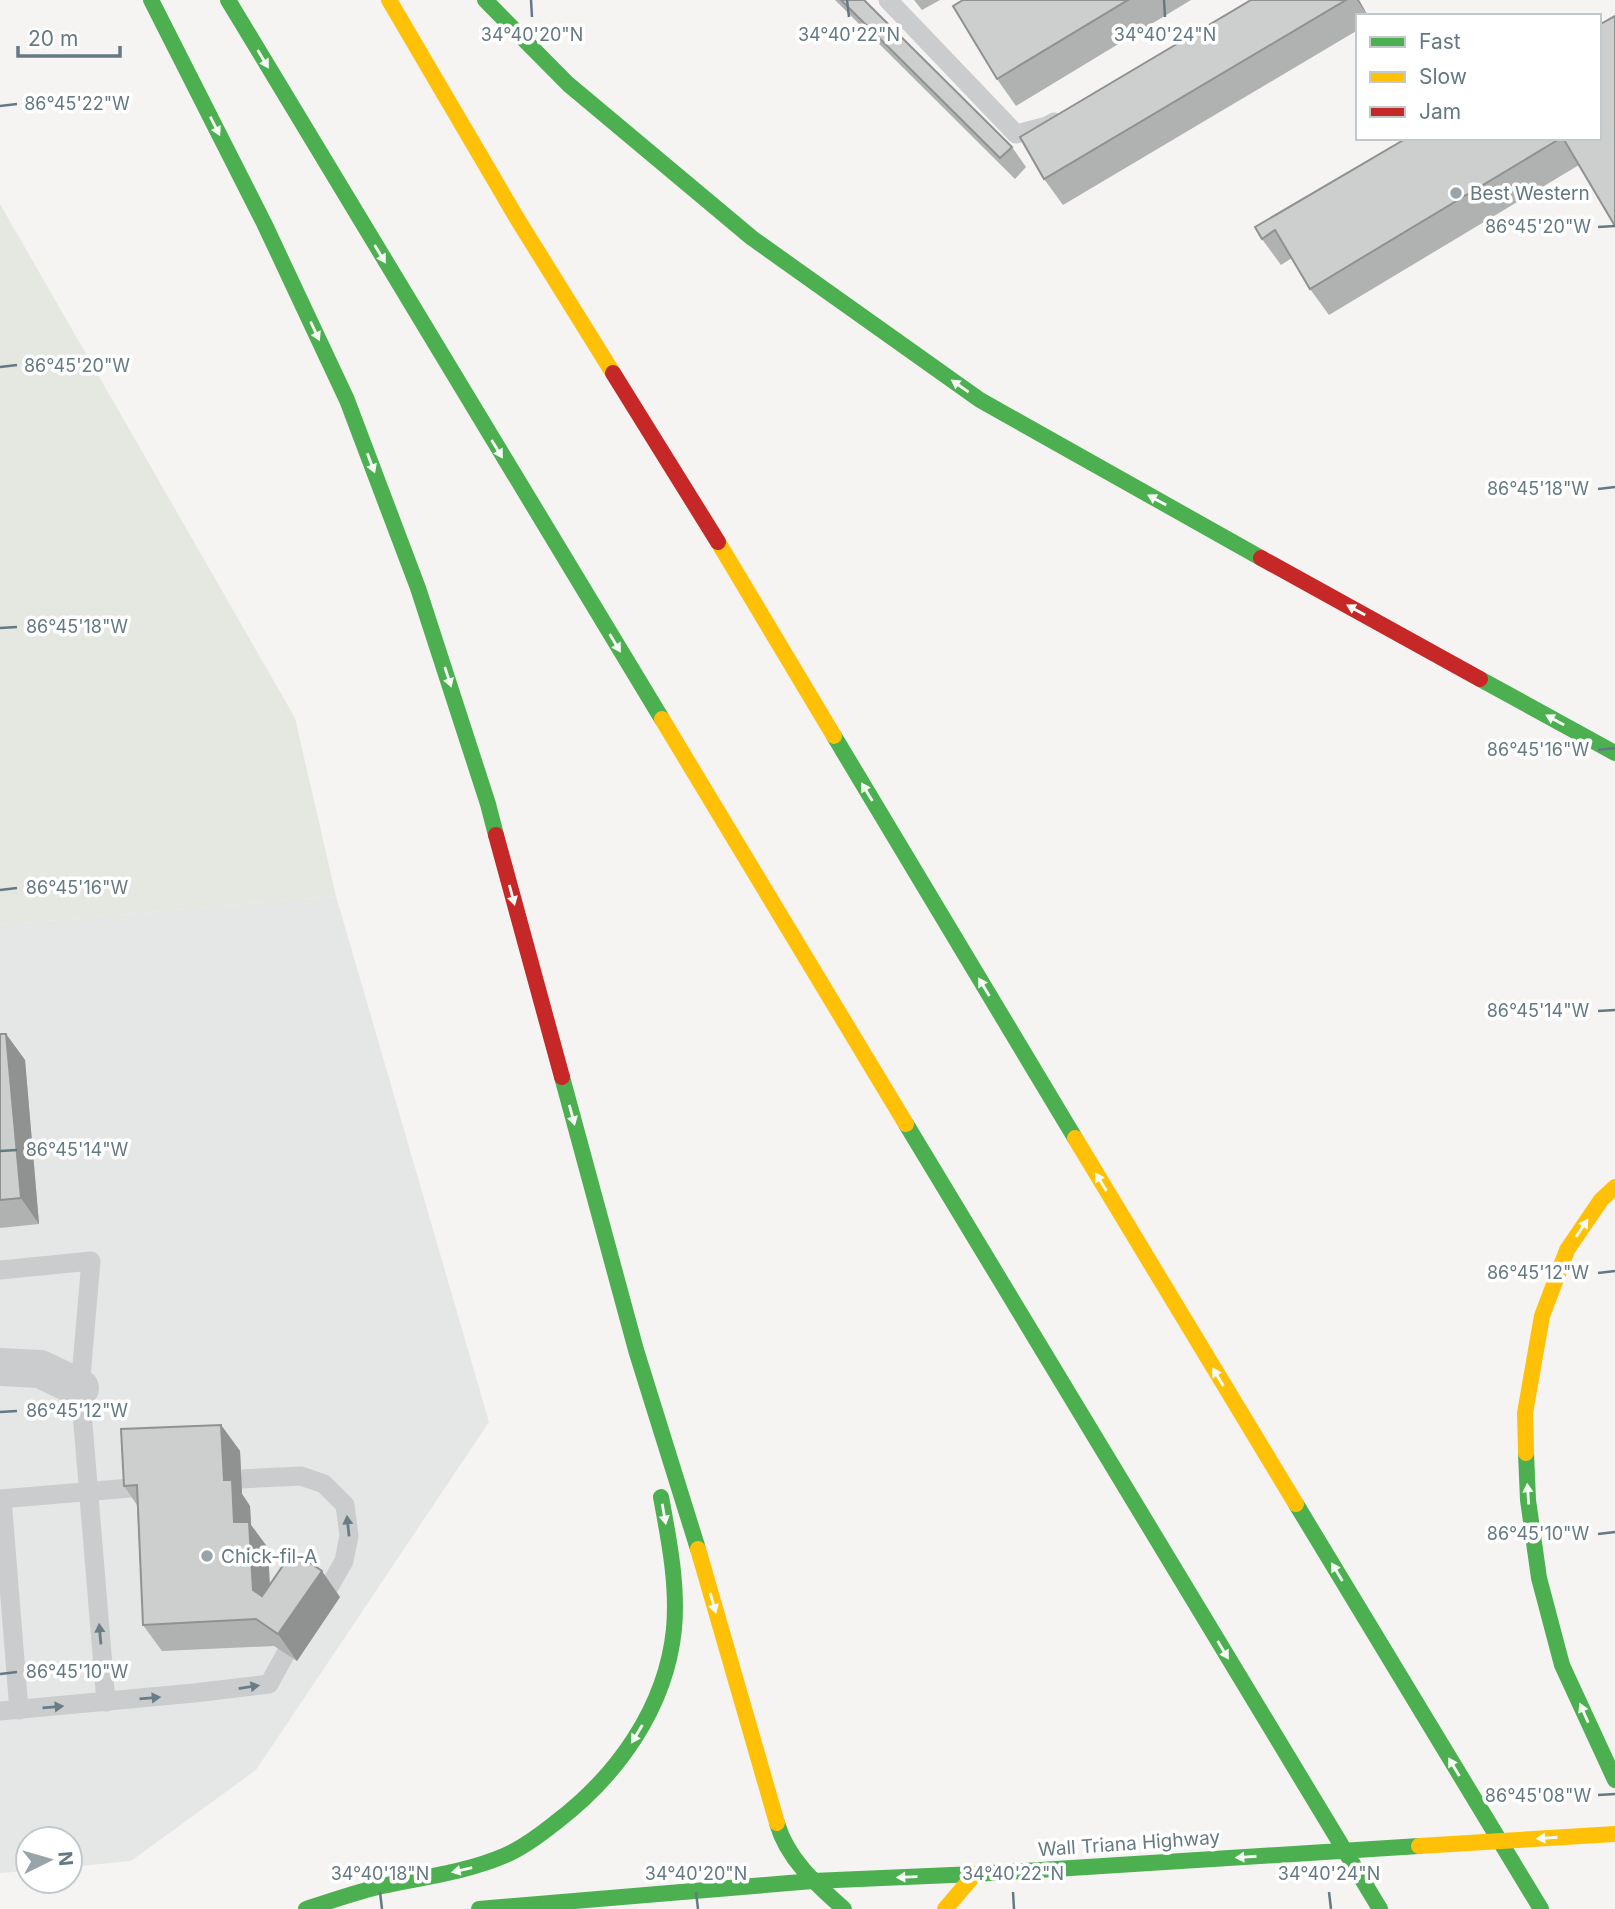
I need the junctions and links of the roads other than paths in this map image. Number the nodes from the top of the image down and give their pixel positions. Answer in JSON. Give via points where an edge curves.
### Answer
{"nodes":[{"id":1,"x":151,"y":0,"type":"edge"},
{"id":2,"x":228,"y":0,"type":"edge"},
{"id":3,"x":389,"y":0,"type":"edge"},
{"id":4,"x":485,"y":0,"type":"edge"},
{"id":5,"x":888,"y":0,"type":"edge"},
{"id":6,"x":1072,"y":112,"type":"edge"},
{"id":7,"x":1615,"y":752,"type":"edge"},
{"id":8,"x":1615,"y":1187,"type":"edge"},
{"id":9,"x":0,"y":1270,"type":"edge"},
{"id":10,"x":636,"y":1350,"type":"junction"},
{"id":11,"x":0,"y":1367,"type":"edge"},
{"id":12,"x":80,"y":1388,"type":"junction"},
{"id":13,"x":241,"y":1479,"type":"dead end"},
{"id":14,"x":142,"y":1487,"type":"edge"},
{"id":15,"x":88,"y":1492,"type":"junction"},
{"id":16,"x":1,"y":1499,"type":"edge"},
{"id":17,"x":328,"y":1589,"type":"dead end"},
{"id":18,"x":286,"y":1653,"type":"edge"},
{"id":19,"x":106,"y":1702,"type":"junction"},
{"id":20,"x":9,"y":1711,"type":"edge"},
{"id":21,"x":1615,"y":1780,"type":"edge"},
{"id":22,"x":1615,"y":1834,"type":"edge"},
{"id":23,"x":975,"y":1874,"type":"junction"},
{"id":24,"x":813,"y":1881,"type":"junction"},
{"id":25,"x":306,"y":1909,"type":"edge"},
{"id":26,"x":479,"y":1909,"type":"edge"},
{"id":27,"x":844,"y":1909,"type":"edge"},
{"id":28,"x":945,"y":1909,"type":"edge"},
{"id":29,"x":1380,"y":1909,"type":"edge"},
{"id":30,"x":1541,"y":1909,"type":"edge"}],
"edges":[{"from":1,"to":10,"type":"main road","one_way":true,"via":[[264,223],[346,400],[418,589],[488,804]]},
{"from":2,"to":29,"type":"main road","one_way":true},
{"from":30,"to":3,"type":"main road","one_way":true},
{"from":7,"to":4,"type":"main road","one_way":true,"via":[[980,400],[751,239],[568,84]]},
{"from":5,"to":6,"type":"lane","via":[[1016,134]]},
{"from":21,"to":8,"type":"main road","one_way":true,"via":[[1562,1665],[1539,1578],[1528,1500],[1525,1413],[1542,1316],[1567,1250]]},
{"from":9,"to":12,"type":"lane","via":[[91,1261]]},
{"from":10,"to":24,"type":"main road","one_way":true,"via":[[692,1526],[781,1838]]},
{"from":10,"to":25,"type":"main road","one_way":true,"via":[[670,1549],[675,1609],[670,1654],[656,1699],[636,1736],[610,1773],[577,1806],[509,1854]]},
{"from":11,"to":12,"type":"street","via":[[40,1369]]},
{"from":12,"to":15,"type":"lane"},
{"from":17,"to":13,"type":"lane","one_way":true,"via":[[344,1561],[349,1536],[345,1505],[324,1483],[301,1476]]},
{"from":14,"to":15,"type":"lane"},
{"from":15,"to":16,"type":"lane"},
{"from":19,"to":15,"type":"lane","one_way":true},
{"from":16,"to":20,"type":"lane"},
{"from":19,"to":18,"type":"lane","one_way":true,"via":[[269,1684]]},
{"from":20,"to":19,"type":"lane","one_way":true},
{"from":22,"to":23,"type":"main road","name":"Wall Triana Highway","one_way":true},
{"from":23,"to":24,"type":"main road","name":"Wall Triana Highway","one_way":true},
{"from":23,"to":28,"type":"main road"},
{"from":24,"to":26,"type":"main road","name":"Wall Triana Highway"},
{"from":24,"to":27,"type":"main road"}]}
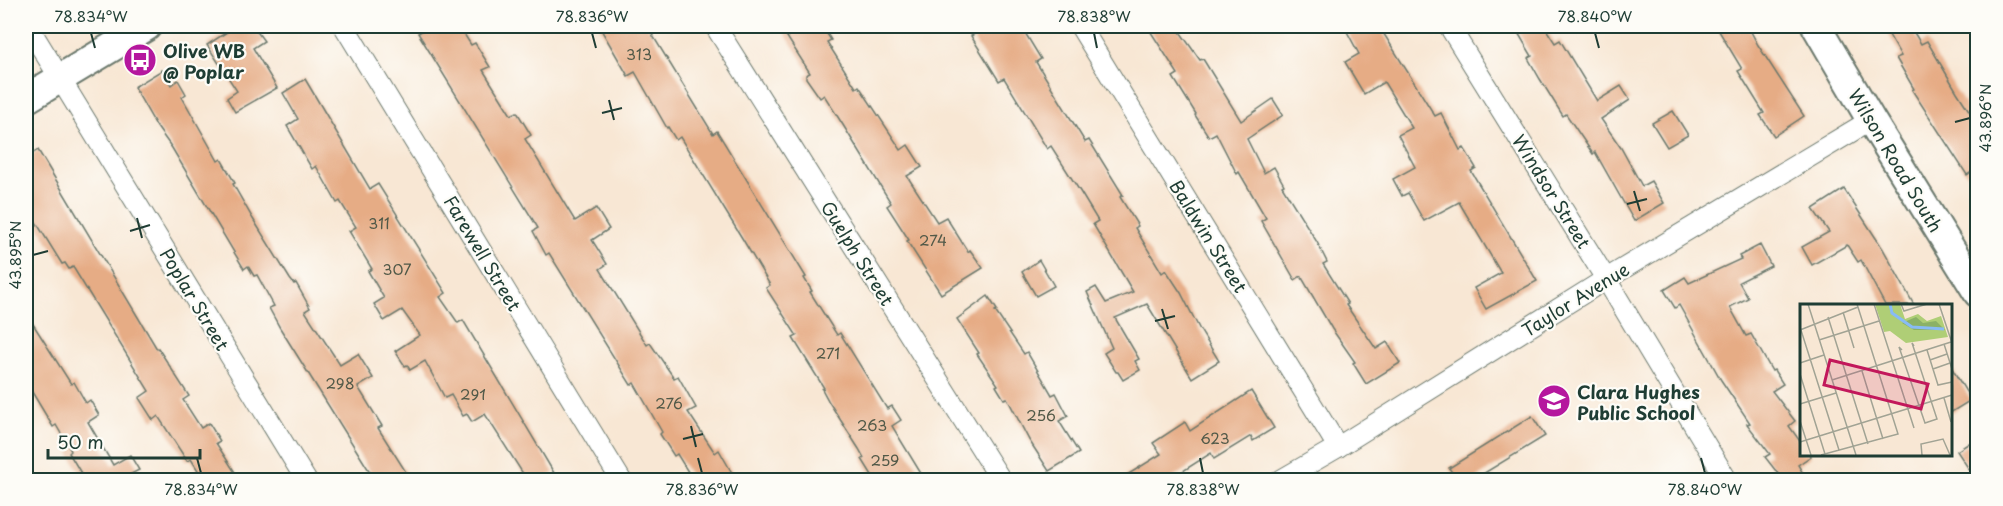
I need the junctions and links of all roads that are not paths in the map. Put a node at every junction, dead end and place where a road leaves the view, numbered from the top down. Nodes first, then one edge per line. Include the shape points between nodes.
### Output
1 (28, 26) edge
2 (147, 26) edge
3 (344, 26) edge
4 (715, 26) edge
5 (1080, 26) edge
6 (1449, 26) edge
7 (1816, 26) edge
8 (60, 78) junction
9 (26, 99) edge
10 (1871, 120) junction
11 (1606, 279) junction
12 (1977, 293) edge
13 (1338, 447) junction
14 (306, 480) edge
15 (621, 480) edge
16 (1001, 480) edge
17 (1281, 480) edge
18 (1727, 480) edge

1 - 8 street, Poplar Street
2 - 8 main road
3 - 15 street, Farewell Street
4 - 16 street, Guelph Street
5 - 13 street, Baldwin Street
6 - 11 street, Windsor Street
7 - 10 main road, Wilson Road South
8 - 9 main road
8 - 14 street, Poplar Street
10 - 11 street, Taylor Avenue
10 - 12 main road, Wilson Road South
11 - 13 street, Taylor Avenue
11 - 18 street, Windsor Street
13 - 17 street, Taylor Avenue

Required work =>
Only the text of the listing above should be copied, exactly and with pictures left out.

Answer space =>
I need the junctions and links of the roads other than paths in this map image. Number the nodes from the top of the image down and give their pixel positions. Answer in JSON. Give via points where an edge curves.
### Answer
{"nodes":[{"id":1,"x":151,"y":0,"type":"edge"},
{"id":2,"x":228,"y":0,"type":"edge"},
{"id":3,"x":389,"y":0,"type":"edge"},
{"id":4,"x":485,"y":0,"type":"edge"},
{"id":5,"x":888,"y":0,"type":"edge"},
{"id":6,"x":1072,"y":112,"type":"edge"},
{"id":7,"x":1615,"y":752,"type":"edge"},
{"id":8,"x":1615,"y":1187,"type":"edge"},
{"id":9,"x":0,"y":1270,"type":"edge"},
{"id":10,"x":636,"y":1350,"type":"junction"},
{"id":11,"x":0,"y":1367,"type":"edge"},
{"id":12,"x":80,"y":1388,"type":"junction"},
{"id":13,"x":241,"y":1479,"type":"dead end"},
{"id":14,"x":142,"y":1487,"type":"edge"},
{"id":15,"x":88,"y":1492,"type":"junction"},
{"id":16,"x":1,"y":1499,"type":"edge"},
{"id":17,"x":328,"y":1589,"type":"dead end"},
{"id":18,"x":286,"y":1653,"type":"edge"},
{"id":19,"x":106,"y":1702,"type":"junction"},
{"id":20,"x":9,"y":1711,"type":"edge"},
{"id":21,"x":1615,"y":1780,"type":"edge"},
{"id":22,"x":1615,"y":1834,"type":"edge"},
{"id":23,"x":975,"y":1874,"type":"junction"},
{"id":24,"x":813,"y":1881,"type":"junction"},
{"id":25,"x":306,"y":1909,"type":"edge"},
{"id":26,"x":479,"y":1909,"type":"edge"},
{"id":27,"x":844,"y":1909,"type":"edge"},
{"id":28,"x":945,"y":1909,"type":"edge"},
{"id":29,"x":1380,"y":1909,"type":"edge"},
{"id":30,"x":1541,"y":1909,"type":"edge"}],
"edges":[{"from":1,"to":10,"type":"main road","one_way":true,"via":[[264,223],[346,400],[418,589],[488,804]]},
{"from":2,"to":29,"type":"main road","one_way":true},
{"from":30,"to":3,"type":"main road","one_way":true},
{"from":7,"to":4,"type":"main road","one_way":true,"via":[[980,400],[751,239],[568,84]]},
{"from":5,"to":6,"type":"lane","via":[[1016,134]]},
{"from":21,"to":8,"type":"main road","one_way":true,"via":[[1562,1665],[1539,1578],[1528,1500],[1525,1413],[1542,1316],[1567,1250]]},
{"from":9,"to":12,"type":"lane","via":[[91,1261]]},
{"from":10,"to":24,"type":"main road","one_way":true,"via":[[692,1526],[781,1838]]},
{"from":10,"to":25,"type":"main road","one_way":true,"via":[[670,1549],[675,1609],[670,1654],[656,1699],[636,1736],[610,1773],[577,1806],[509,1854]]},
{"from":11,"to":12,"type":"street","via":[[40,1369]]},
{"from":12,"to":15,"type":"lane"},
{"from":17,"to":13,"type":"lane","one_way":true,"via":[[344,1561],[349,1536],[345,1505],[324,1483],[301,1476]]},
{"from":14,"to":15,"type":"lane"},
{"from":15,"to":16,"type":"lane"},
{"from":19,"to":15,"type":"lane","one_way":true},
{"from":16,"to":20,"type":"lane"},
{"from":19,"to":18,"type":"lane","one_way":true,"via":[[269,1684]]},
{"from":20,"to":19,"type":"lane","one_way":true},
{"from":22,"to":23,"type":"main road","name":"Wall Triana Highway","one_way":true},
{"from":23,"to":24,"type":"main road","name":"Wall Triana Highway","one_way":true},
{"from":23,"to":28,"type":"main road"},
{"from":24,"to":26,"type":"main road","name":"Wall Triana Highway"},
{"from":24,"to":27,"type":"main road"}]}
I need the junctions and links of all roads that are not paths in the map. Put a node at every junction, dead end and place where a road leaves the view, numbered from the top down. Nodes first, then one edge per line. Include the shape points between nodes.
### Output
1 (28, 26) edge
2 (147, 26) edge
3 (344, 26) edge
4 (715, 26) edge
5 (1080, 26) edge
6 (1449, 26) edge
7 (1816, 26) edge
8 (60, 78) junction
9 (26, 99) edge
10 (1871, 120) junction
11 (1606, 279) junction
12 (1977, 293) edge
13 (1338, 447) junction
14 (306, 480) edge
15 (621, 480) edge
16 (1001, 480) edge
17 (1281, 480) edge
18 (1727, 480) edge

1 - 8 street, Poplar Street
2 - 8 main road
3 - 15 street, Farewell Street
4 - 16 street, Guelph Street
5 - 13 street, Baldwin Street
6 - 11 street, Windsor Street
7 - 10 main road, Wilson Road South
8 - 9 main road
8 - 14 street, Poplar Street
10 - 11 street, Taylor Avenue
10 - 12 main road, Wilson Road South
11 - 13 street, Taylor Avenue
11 - 18 street, Windsor Street
13 - 17 street, Taylor Avenue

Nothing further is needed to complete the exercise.